5] Avoid placing protective stops at obvious round numbers. Protective stops on long positions should be placed below round numbers (10, 20, 25, 50,75, 100) and on short positions ,above such numbers.
Placing stop loss is an art. The trader must combine technical factors on the price chart with money management considerations.
Analyze your losses.
Employ at least a 3 to 1 reward-to-risk ratio.

6] Calculate the risk/reward ratio before putting a trade on, then guard against holding it
Five steps to build a trading system: a) Start with a concept b)Turn it into a set of objective rules. c) Visually check it out on the charts d) Formally test it with a demo e) Evaluate the results.
Plan your work and work your plan.
Trade with a plan - not with hope, greed, or fear. Plan where you will get in the market, how much you will risk on the trade, and where you will take your profits.

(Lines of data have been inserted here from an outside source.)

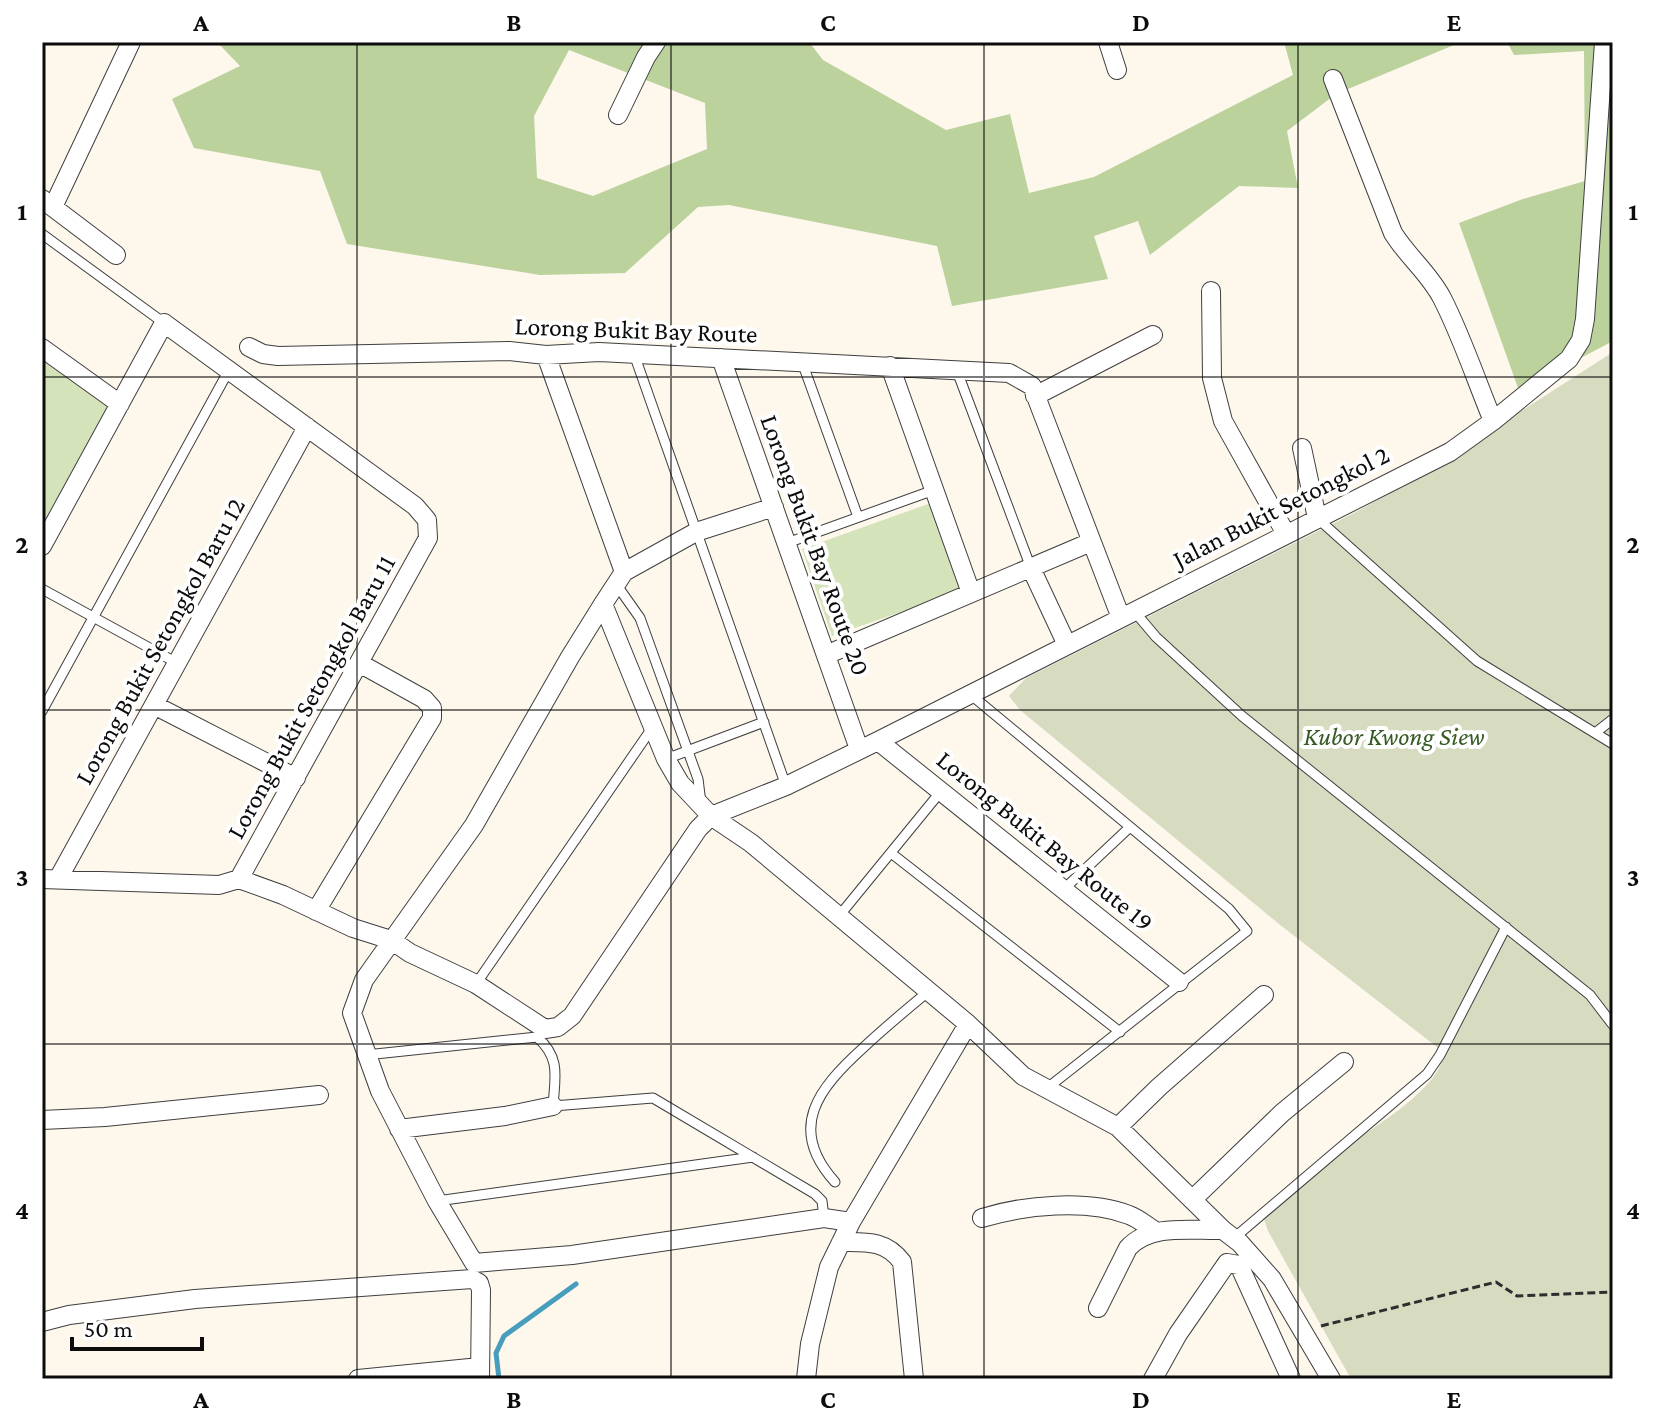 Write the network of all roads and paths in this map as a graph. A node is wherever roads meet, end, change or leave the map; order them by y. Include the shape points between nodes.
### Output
1 (131, 42) edge
2 (656, 42) edge
3 (1108, 42) edge
4 (1604, 42) edge
5 (1117, 70) dead end
6 (1333, 79) dead end
7 (618, 115) dead end
8 (47, 203) edge
9 (42, 234) edge
10 (116, 255) dead end
11 (1211, 291) dead end
12 (164, 323) junction
13 (1153, 335) dead end
14 (249, 347) dead end
15 (42, 348) edge
16 (634, 354) junction
17 (546, 355) junction
18 (721, 358) junction
19 (802, 362) junction
20 (890, 366) junction
21 (229, 370) junction
22 (957, 371) junction
23 (1035, 396) junction
24 (120, 404) junction
25 (1493, 421) junction
26 (307, 427) junction
27 (1302, 448) dead end
28 (935, 489) junction
29 (774, 507) junction
30 (858, 517) junction
31 (1317, 518) junction
32 (696, 532) junction
33 (1286, 534) junction
34 (1091, 542) junction
35 (787, 543) junction
36 (42, 546) edge
37 (1031, 568) junction
38 (620, 578) junction
39 (42, 589) edge
40 (971, 593) junction
41 (603, 604) junction
42 (1127, 614) junction
43 (93, 618) junction
44 (1067, 645) junction
45 (826, 655) junction
46 (177, 663) junction
47 (359, 663) junction
48 (969, 694) junction
49 (154, 705) junction
50 (42, 711) edge
51 (1613, 719) edge
52 (764, 722) junction
53 (652, 728) junction
54 (1595, 733) junction
55 (878, 741) junction
56 (1613, 744) edge
57 (859, 749) junction
58 (688, 751) junction
59 (666, 759) junction
60 (296, 778) junction
61 (786, 786) junction
62 (942, 790) junction
63 (706, 811) junction
64 (1130, 827) junction
65 (891, 853) junction
66 (50, 879) edge
67 (239, 879) junction
68 (1064, 889) junction
69 (316, 911) junction
70 (839, 916) junction
71 (1506, 927) junction
72 (391, 940) junction
73 (1179, 982) junction
74 (476, 984) junction
75 (929, 991) junction
76 (1264, 995) dead end
77 (968, 1024) junction
78 (1613, 1025) edge
79 (1120, 1032) junction
80 (366, 1055) junction
81 (1344, 1062) dead end
82 (1046, 1089) junction
83 (319, 1095) dead end
84 (553, 1106) junction
85 (42, 1120) edge
86 (1118, 1127) junction
87 (399, 1129) junction
88 (753, 1157) junction
89 (835, 1182) dead end
90 (1193, 1199) junction
91 (437, 1201) junction
92 (824, 1218) junction
93 (982, 1218) dead end
94 (851, 1222) junction
95 (1155, 1231) junction
96 (1228, 1234) junction
97 (841, 1242) junction
98 (1613, 1292) edge
99 (1098, 1308) dead end
100 (42, 1322) edge
101 (1302, 1330) junction
102 (480, 1373) edge
103 (1323, 1376) edge
104 (358, 1379) edge
105 (799, 1379) edge
106 (806, 1379) edge
107 (914, 1379) edge
108 (1153, 1379) edge
109 (1291, 1379) edge

1 - 8 street
2 - 7 street
3 - 5 street
4 - 25 street, Jalan Bukit Setongkol 2 via 1581,340 1569,359
6 - 25 street via 1393,233 1441,297
8 - 10 street
9 - 12 lane
11 - 33 street via 1212,378 1223,421
12 - 21 street
12 - 24 street
13 - 23 street
14 - 17 street, Lorong Bukit Bay Route via 278,356 509,351
15 - 24 street
16 - 17 street, Lorong Bukit Bay Route
16 - 18 street, Lorong Bukit Bay Route
16 - 32 lane
17 - 38 street
18 - 19 street, Lorong Bukit Bay Route
18 - 29 street, Lorong Bukit Bay Route 20
19 - 20 street, Lorong Bukit Bay Route
19 - 30 lane
20 - 22 street, Lorong Bukit Bay Route
20 - 28 street
21 - 26 street
21 - 43 lane
22 - 23 street, Lorong Bukit Bay Route via 1009,373 1032,386
22 - 37 lane
23 - 34 street
24 - 36 street
25 - 31 street, Jalan Bukit Setongkol 2 via 1450,452
26 - 46 street, Lorong Bukit Setongkol Baru 12
26 - 47 street, Lorong Bukit Setongkol Baru 11 via 427,520 428,538
27 - 31 street
28 - 30 lane
28 - 40 street
29 - 32 street
29 - 35 street, Lorong Bukit Bay Route 20
30 - 35 lane
31 - 33 street, Jalan Bukit Setongkol 2
31 - 54 lane via 1477,661
32 - 38 street
32 - 52 lane
33 - 42 street, Jalan Bukit Setongkol 2
34 - 37 street
34 - 42 street
35 - 45 street, Lorong Bukit Bay Route 20
37 - 40 street
37 - 44 street
38 - 41 street
38 - 58 lane
39 - 43 lane
40 - 45 street
41 - 53 street
41 - 72 street via 474,825
42 - 44 street, Jalan Bukit Setongkol 2
42 - 71 lane via 1242,716
43 - 46 lane
43 - 50 lane
44 - 48 street, Jalan Bukit Setongkol 2
45 - 57 street, Lorong Bukit Bay Route 20
46 - 49 street, Lorong Bukit Setongkol Baru 12
47 - 60 street, Lorong Bukit Setongkol Baru 11
47 - 69 street via 424,699 432,718
48 - 55 street, Jalan Bukit Setongkol 2
48 - 64 lane
49 - 60 street
49 - 66 street, Lorong Bukit Setongkol Baru 12
51 - 54 lane
52 - 58 lane
52 - 61 lane
53 - 59 street
53 - 74 lane
54 - 56 lane
55 - 57 street, Jalan Bukit Setongkol 2
55 - 62 street, Lorong Bukit Bay Route 19
57 - 61 street, Jalan Bukit Setongkol 2
58 - 59 lane
58 - 63 lane
59 - 63 street
60 - 67 street, Lorong Bukit Setongkol Baru 11
61 - 63 street, Jalan Bukit Setongkol 2
62 - 65 lane
62 - 68 street, Lorong Bukit Bay Route 19
63 - 70 street
63 - 74 street via 572,1016 558,1027 545,1029
64 - 68 lane
64 - 73 lane via 1229,909 1247,931
65 - 70 lane
65 - 79 lane
66 - 67 street, Lorong Bukit Setongkol Baru 11 via 219,885
67 - 69 street
68 - 73 street, Lorong Bukit Bay Route 19
69 - 72 street
70 - 75 street
71 - 78 lane via 1590,995
71 - 96 lane via 1427,1074
72 - 74 street
72 - 80 street via 364,980 352,1013
73 - 79 lane
75 - 77 street
75 - 89 lane via 835,1074 815,1103 812,1149
76 - 86 street
77 - 82 street via 1023,1076
77 - 94 street
79 - 82 lane
80 - 84 lane via 537,1037 549,1047 555,1065
80 - 87 street
81 - 90 street
82 - 86 street
83 - 85 street
84 - 87 street
84 - 88 lane via 653,1098
86 - 90 street
87 - 91 street
88 - 91 lane
88 - 92 lane via 815,1194 822,1201
90 - 96 street
91 - 92 street via 474,1263 572,1255
92 - 94 street
93 - 95 street via 1032,1208 1077,1207 1128,1215
94 - 97 street
95 - 96 street
95 - 99 street via 1128,1248
96 - 101 street via 1272,1279
97 - 106 street via 825,1280
97 - 107 street via 875,1242 902,1262
98 - 101 path via 1517,1296 1496,1282
100 - 102 street via 195,1299 472,1279 481,1290
101 - 103 street
102 - 104 street
105 - 106 street
108 - 109 street via 1227,1263 1239,1265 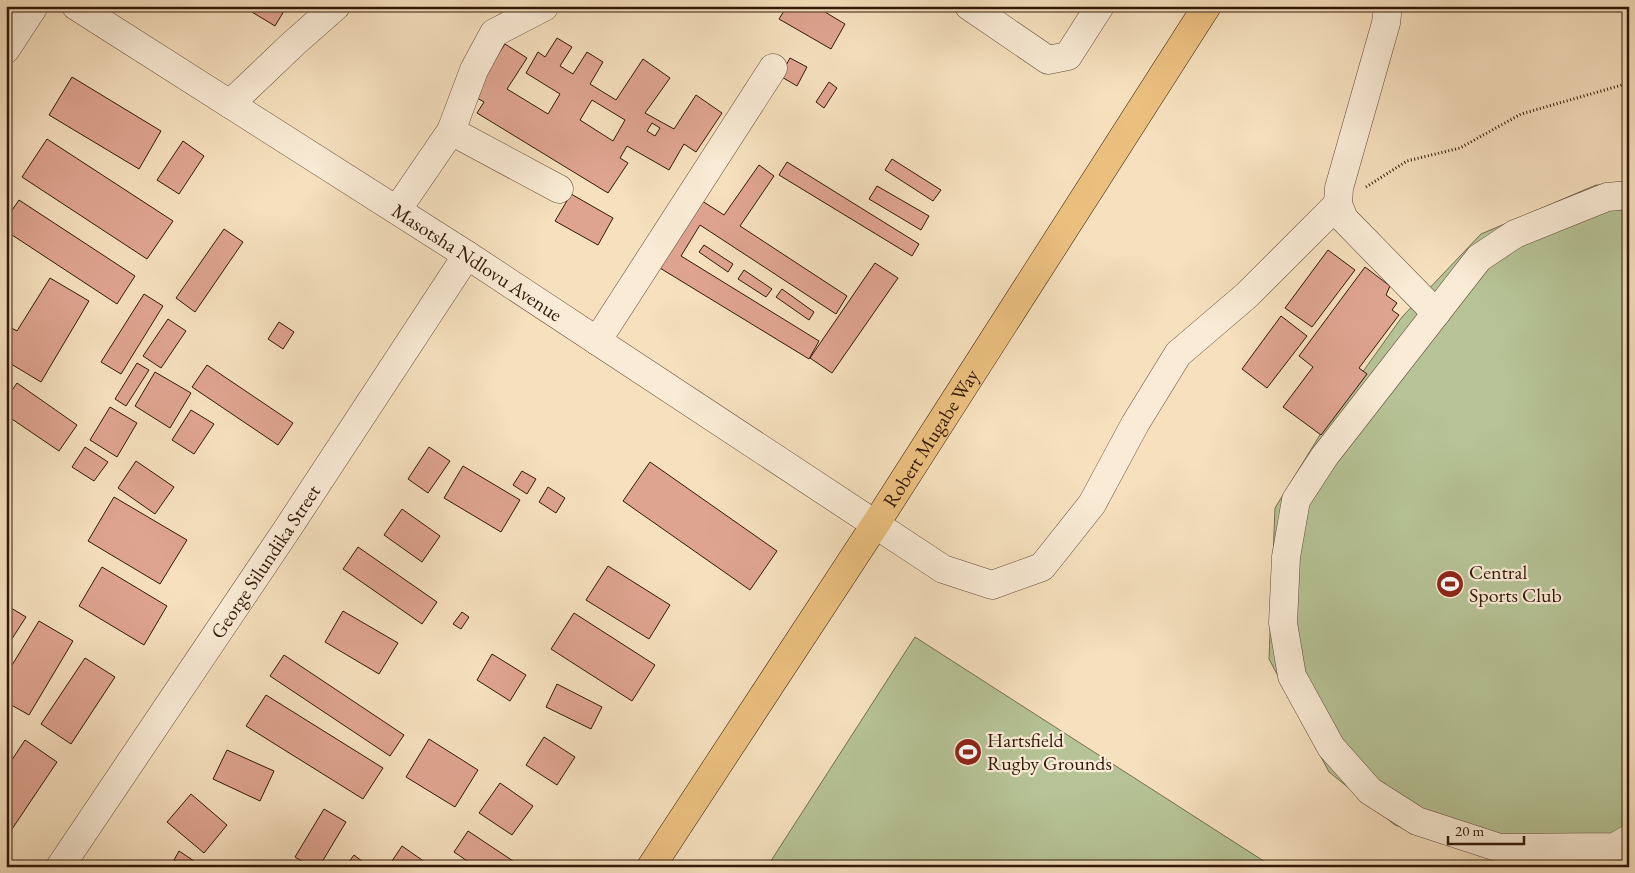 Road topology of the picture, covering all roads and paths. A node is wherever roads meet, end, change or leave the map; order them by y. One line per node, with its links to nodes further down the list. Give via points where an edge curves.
1 (34, 6): 9 (street)
2 (76, 6): 12 (street, Masotsha Ndlovu Avenue)
3 (336, 6): 12 (street)
4 (544, 6): 13 (street, via 494,34 474,70)
5 (969, 6): 6 (street, via 1048,60 1068,56)
6 (1100, 6)
7 (1207, 6): 21 (main road, Robert Mugabe Way)
8 (1388, 6): 16 (street, via 1339,188)
9 (6, 49)
10 (774, 68): 20 (street)
11 (1629, 83): 16 (path, via 1521,114 1460,148 1407,161)
12 (230, 104): 17 (street, Masotsha Ndlovu Avenue)
13 (451, 130): 14 (street); 17 (street)
14 (559, 189)
15 (1629, 195): 19 (street, via 1607,197 1514,234 1479,258)
16 (1338, 204): 19 (street, via 1344,219); 21 (street, Masotsha Ndlovu Avenue, via 1247,295 1178,354 1092,504 1042,566 992,584 943,569)
17 (398, 210): 18 (street, Masotsha Ndlovu Avenue)
18 (467, 255): 20 (street, Masotsha Ndlovu Avenue); 23 (street, George Silundika Street)
19 (1436, 313): 22 (street, via 1324,457 1296,500 1286,557 1283,623 1292,676 1331,747 1370,791 1417,821 1500,848 1615,847)
20 (597, 341): 21 (street, Masotsha Ndlovu Avenue)
21 (875, 525): 24 (main road, Robert Mugabe Way)
22 (1629, 839)
23 (60, 867)
24 (652, 867)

7] Close out losing positions before the winning ones,
Except for very short term trading, make decisions away from the market, preferably when the markets are closed.
Work from the long term to the short term.
Use intraday charts to fine-tune entry and exit.

8] When you open an account with a broker, don't just decide on the amount of money, decide on the length of time you should trade. This approach helps you conserve your equity, and helps avoid the Las Vegas approach of "Well, I'll trade till my stake runs out." Experience shows that many who have been at it over a long period of time end up making money.

9] Carry a notebook with you, and jot down interesting market information. Write down the market openings, price ranges, your fills, stop orders, and your own personal observations.

10] Shorter term averages are more sensitive to the price action ,whereas longer range averages are less sensitive.In certain types of markets ,it is more advantageous to use a shorter average and ,at other times , a longer and less sensitive average proves more useful.
When the closing price moves above the moving average , a buy signal is generated. A sell signal is given when prices move below the moving average.

11] A buying signal on a two-moving average combination occurs when the shorter term of two consecutive averages intersects the longer one upward. A selling signal occurs when the reverse happens, and the longer of two consecutive averages intersects the shorter one downward.

12] Common Points All Of Reversal Patterms
A)The first signal of an impending trend reversal is often the breaking of an important trendline. B)The larger the pattern,the greater the subsequent move
C)Topping patterns are usually shorter in duration and more volatile than bottoms.
D)Bottoms usually have smaller price ranges and take longer to build

13] The head-and-shoulders formation is confirmed only when the completion of the three rallies and their reversals is followed by a breach of the neckline. The failure of the price to break through the neckline on closing prices basis puts on hold or negates the validity of the formation.

14] The double-top formation is confirmed only when the full completion of the two rallies and their respective reversals is followed by a breach of the neckline (the closing price is outside the neckline ).The failure of the price to break through the neckline puts on hold or negates the validity of the formation.
The flag formation is a reliable chart pattern that provides two vital signals: direction and price objective. This formation consists of a brief consolidation period within a solid and steep upward trend or downward trend. The consolidation itself tends to be sloped in the opposite direction from the slope of the original trend, or simply flat.
A Breakaway gap provides the direction of the market.

15] The runaway or measurement gap provides the direction of the market. This gap confirms the health and velocity of the trend.
The runaway or measurement gap is the only type of gap that provides a price objective. The price objective is the previous length of the trend, measured from the runaway gap, in the same direction as the original trend.
The exhaustion gap provides the direction of the market.